*** Block opens ***

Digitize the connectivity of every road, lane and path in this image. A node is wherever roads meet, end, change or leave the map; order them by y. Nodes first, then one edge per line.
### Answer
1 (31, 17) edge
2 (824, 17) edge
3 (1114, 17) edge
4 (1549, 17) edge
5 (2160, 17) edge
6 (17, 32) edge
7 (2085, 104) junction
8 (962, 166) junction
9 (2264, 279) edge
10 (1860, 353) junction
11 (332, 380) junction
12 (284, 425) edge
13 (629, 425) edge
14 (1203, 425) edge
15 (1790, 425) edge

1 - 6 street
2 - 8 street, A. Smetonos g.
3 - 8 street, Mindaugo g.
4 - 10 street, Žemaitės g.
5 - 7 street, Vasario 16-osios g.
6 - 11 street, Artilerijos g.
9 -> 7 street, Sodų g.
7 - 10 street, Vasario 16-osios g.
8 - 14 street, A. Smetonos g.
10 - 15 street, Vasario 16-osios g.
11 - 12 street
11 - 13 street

*** Block closes ***

### WHAT IS NEEDED
Please transcribe each of the entries, exactly as written.

### WRITTEN RESPONSE
Digitize the connectivity of every road, lane and path in this image. A node is wherever roads meet, end, change or leave the map; order them by y. Nodes first, then one edge per line.
### Answer
1 (31, 17) edge
2 (824, 17) edge
3 (1114, 17) edge
4 (1549, 17) edge
5 (2160, 17) edge
6 (17, 32) edge
7 (2085, 104) junction
8 (962, 166) junction
9 (2264, 279) edge
10 (1860, 353) junction
11 (332, 380) junction
12 (284, 425) edge
13 (629, 425) edge
14 (1203, 425) edge
15 (1790, 425) edge

1 - 6 street
2 - 8 street, A. Smetonos g.
3 - 8 street, Mindaugo g.
4 - 10 street, Žemaitės g.
5 - 7 street, Vasario 16-osios g.
6 - 11 street, Artilerijos g.
9 -> 7 street, Sodų g.
7 - 10 street, Vasario 16-osios g.
8 - 14 street, A. Smetonos g.
10 - 15 street, Vasario 16-osios g.
11 - 12 street
11 - 13 street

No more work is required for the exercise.